Task to carry out:
State how many lines in the records below contain the word "Vernon". Nothing else is needed.

Stored items:

Start of Block

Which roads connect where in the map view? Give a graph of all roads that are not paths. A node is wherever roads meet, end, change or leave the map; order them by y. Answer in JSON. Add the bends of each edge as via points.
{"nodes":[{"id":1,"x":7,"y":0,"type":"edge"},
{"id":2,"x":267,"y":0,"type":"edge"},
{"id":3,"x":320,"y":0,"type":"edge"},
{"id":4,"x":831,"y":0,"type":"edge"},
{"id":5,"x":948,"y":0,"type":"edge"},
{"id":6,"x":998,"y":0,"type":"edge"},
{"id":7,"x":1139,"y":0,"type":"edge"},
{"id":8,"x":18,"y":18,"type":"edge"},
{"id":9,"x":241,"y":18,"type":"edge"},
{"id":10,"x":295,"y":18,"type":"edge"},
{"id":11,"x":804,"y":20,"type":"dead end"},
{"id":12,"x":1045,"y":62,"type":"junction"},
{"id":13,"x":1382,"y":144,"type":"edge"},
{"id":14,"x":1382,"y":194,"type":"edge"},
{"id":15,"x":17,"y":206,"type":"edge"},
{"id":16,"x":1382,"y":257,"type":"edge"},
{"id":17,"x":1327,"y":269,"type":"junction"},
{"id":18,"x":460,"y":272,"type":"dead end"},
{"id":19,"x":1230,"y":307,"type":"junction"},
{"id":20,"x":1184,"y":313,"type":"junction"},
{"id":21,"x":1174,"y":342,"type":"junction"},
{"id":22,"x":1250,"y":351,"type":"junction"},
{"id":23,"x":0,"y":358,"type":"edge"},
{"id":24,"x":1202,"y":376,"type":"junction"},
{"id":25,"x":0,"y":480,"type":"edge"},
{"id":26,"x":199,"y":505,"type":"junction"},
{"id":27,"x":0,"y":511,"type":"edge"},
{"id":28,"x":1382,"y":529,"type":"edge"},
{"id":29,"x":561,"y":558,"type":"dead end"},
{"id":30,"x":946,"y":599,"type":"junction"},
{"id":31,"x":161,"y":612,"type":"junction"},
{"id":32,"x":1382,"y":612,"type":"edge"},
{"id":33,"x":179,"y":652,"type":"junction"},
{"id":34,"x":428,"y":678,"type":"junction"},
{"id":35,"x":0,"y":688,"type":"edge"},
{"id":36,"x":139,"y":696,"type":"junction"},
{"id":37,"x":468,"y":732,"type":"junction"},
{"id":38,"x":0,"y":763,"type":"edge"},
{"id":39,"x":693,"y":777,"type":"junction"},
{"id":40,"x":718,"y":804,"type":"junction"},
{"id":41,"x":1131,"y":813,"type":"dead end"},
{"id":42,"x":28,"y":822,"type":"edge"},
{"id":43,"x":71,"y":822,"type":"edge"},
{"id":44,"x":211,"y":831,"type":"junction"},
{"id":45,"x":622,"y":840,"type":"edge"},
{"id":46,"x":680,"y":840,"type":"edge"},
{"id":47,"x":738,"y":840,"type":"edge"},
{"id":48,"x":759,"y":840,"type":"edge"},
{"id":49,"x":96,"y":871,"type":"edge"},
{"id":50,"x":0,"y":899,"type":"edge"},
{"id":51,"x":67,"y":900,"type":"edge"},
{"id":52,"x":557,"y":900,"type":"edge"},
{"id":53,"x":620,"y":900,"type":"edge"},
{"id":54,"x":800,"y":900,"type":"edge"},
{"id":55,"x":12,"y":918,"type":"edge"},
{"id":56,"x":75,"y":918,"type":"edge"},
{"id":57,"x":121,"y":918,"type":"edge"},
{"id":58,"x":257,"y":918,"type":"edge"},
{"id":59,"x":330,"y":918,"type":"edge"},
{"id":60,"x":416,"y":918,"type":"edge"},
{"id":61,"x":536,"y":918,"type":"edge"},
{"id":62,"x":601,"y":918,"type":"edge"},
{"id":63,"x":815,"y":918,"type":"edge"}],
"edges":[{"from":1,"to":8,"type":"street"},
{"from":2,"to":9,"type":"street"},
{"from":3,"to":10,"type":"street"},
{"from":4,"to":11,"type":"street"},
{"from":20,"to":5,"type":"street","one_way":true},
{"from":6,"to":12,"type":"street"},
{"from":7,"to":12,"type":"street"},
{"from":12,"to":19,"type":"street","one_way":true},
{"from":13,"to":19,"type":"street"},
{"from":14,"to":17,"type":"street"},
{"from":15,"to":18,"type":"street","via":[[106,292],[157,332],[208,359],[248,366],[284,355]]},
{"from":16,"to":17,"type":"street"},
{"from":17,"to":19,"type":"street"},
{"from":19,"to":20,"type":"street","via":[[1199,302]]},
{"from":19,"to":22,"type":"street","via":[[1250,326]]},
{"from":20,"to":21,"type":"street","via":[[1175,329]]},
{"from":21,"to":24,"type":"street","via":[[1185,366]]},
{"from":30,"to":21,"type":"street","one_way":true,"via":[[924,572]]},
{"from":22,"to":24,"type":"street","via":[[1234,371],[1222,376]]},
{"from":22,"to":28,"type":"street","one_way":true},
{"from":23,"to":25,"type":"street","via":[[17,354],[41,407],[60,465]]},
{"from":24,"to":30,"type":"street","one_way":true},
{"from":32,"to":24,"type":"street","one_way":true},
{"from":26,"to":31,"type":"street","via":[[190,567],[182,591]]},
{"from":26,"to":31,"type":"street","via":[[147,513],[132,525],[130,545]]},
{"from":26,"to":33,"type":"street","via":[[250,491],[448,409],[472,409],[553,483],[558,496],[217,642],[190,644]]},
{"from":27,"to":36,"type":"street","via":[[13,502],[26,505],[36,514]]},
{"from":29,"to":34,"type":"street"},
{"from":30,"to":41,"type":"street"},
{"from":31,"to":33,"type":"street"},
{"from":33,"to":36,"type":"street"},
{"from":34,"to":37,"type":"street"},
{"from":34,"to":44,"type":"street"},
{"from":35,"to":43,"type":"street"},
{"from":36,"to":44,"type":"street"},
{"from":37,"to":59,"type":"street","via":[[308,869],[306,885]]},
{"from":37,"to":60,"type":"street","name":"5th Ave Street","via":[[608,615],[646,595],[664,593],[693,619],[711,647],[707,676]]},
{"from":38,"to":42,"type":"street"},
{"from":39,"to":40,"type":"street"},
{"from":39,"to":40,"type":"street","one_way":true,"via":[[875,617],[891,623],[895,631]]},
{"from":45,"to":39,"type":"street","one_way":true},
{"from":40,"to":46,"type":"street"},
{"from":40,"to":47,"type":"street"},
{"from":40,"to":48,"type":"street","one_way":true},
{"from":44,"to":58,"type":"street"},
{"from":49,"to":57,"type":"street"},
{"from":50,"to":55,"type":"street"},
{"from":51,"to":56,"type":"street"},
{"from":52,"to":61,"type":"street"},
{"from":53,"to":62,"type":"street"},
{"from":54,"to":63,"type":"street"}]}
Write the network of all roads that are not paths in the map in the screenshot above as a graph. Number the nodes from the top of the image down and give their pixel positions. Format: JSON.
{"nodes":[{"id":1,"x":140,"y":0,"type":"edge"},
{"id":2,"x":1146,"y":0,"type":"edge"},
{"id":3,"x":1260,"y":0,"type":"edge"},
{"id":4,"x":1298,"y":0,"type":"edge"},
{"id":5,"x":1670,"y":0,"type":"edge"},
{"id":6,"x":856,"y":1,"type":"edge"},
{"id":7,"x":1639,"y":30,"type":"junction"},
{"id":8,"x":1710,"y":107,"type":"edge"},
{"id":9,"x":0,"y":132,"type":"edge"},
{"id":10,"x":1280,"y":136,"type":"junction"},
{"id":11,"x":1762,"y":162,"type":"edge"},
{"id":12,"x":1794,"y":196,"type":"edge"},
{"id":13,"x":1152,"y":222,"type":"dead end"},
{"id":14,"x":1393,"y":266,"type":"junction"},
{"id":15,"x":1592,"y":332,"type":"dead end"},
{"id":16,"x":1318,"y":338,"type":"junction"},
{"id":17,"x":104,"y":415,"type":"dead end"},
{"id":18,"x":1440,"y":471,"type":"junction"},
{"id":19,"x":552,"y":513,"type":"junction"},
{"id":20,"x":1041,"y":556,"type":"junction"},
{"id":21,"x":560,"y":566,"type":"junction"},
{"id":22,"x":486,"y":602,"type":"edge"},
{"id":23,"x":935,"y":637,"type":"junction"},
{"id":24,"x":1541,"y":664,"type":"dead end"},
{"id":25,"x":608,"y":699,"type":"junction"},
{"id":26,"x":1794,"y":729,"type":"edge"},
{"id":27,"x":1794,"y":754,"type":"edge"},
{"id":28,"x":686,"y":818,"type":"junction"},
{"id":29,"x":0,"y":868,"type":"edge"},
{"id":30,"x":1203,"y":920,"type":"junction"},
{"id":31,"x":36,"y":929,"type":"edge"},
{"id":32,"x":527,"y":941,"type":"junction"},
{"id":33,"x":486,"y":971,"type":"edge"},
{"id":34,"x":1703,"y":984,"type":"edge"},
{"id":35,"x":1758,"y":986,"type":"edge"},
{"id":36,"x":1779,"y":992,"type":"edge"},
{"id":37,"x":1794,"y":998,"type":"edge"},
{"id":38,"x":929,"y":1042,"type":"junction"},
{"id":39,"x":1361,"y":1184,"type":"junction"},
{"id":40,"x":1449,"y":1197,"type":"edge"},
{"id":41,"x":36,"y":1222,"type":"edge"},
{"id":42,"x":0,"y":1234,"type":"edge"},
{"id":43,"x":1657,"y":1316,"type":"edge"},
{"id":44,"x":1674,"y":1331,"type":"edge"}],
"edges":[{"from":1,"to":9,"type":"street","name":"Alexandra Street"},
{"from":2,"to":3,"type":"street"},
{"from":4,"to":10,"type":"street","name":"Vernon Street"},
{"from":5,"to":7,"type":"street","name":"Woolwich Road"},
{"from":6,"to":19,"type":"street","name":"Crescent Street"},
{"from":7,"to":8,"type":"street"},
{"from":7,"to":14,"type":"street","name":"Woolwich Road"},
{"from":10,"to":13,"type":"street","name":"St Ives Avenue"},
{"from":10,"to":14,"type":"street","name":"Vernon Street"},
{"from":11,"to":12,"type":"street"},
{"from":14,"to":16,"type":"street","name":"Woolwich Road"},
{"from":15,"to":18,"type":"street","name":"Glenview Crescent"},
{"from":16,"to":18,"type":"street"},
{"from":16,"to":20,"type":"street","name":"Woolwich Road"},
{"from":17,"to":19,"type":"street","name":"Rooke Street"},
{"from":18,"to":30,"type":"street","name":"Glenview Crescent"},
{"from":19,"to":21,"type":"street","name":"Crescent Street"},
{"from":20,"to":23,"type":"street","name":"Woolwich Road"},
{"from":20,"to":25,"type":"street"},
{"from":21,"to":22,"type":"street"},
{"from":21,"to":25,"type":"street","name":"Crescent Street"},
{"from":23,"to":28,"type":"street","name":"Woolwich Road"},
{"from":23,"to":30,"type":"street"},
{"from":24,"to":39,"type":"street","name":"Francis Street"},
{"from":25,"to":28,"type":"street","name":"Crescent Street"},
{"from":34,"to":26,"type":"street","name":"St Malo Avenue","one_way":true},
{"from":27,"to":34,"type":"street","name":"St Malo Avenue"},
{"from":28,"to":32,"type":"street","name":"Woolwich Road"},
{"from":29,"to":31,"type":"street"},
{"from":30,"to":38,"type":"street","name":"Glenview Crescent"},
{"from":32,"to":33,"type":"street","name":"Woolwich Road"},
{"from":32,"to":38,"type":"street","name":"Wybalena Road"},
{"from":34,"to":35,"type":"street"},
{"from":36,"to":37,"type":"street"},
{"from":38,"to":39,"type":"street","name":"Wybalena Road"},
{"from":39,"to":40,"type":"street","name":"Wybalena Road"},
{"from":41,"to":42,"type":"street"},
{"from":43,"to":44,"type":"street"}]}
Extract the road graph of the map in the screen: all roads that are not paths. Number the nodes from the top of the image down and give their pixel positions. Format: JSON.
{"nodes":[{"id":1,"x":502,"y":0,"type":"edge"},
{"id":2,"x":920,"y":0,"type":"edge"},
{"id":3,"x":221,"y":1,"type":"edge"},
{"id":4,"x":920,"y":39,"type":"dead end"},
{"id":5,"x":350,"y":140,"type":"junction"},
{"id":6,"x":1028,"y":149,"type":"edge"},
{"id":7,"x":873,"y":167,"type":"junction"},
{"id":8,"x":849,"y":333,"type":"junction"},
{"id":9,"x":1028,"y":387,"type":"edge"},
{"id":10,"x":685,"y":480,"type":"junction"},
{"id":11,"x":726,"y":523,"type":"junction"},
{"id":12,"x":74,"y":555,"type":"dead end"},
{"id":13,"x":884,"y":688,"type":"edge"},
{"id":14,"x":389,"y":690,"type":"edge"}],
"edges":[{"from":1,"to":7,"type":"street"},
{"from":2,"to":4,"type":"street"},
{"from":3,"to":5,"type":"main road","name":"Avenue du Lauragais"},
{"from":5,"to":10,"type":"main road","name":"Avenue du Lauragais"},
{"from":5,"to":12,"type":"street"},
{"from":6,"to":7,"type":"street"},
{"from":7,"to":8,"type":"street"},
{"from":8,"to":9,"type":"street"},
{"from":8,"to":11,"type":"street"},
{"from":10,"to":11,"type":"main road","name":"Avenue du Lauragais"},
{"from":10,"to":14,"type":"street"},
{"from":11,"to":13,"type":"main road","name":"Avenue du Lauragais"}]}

End of Block

Response to the exercise:
2